##### Data in this exercise
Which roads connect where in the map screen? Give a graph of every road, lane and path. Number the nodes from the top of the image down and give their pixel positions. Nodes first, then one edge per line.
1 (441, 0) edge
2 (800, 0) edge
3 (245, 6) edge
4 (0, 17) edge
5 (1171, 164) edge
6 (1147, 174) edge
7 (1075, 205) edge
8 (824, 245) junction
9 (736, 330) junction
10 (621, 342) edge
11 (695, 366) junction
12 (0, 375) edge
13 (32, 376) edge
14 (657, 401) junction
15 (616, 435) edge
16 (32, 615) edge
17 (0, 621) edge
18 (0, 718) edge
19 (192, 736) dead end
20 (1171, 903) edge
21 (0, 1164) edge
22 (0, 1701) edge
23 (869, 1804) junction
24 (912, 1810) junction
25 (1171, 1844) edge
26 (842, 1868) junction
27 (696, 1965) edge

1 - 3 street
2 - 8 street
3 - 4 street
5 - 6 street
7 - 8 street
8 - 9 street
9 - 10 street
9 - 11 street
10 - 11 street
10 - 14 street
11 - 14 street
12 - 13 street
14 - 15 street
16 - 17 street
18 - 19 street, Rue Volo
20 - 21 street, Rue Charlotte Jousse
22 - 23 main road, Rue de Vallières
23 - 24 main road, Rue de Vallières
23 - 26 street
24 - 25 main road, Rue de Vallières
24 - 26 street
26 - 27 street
##########
**Exercise goal**
Give all the entries again exactly; leave none out.

**Output**
Which roads connect where in the map screen? Give a graph of every road, lane and path. Number the nodes from the top of the image down and give their pixel positions. Nodes first, then one edge per line.
1 (441, 0) edge
2 (800, 0) edge
3 (245, 6) edge
4 (0, 17) edge
5 (1171, 164) edge
6 (1147, 174) edge
7 (1075, 205) edge
8 (824, 245) junction
9 (736, 330) junction
10 (621, 342) edge
11 (695, 366) junction
12 (0, 375) edge
13 (32, 376) edge
14 (657, 401) junction
15 (616, 435) edge
16 (32, 615) edge
17 (0, 621) edge
18 (0, 718) edge
19 (192, 736) dead end
20 (1171, 903) edge
21 (0, 1164) edge
22 (0, 1701) edge
23 (869, 1804) junction
24 (912, 1810) junction
25 (1171, 1844) edge
26 (842, 1868) junction
27 (696, 1965) edge

1 - 3 street
2 - 8 street
3 - 4 street
5 - 6 street
7 - 8 street
8 - 9 street
9 - 10 street
9 - 11 street
10 - 11 street
10 - 14 street
11 - 14 street
12 - 13 street
14 - 15 street
16 - 17 street
18 - 19 street, Rue Volo
20 - 21 street, Rue Charlotte Jousse
22 - 23 main road, Rue de Vallières
23 - 24 main road, Rue de Vallières
23 - 26 street
24 - 25 main road, Rue de Vallières
24 - 26 street
26 - 27 street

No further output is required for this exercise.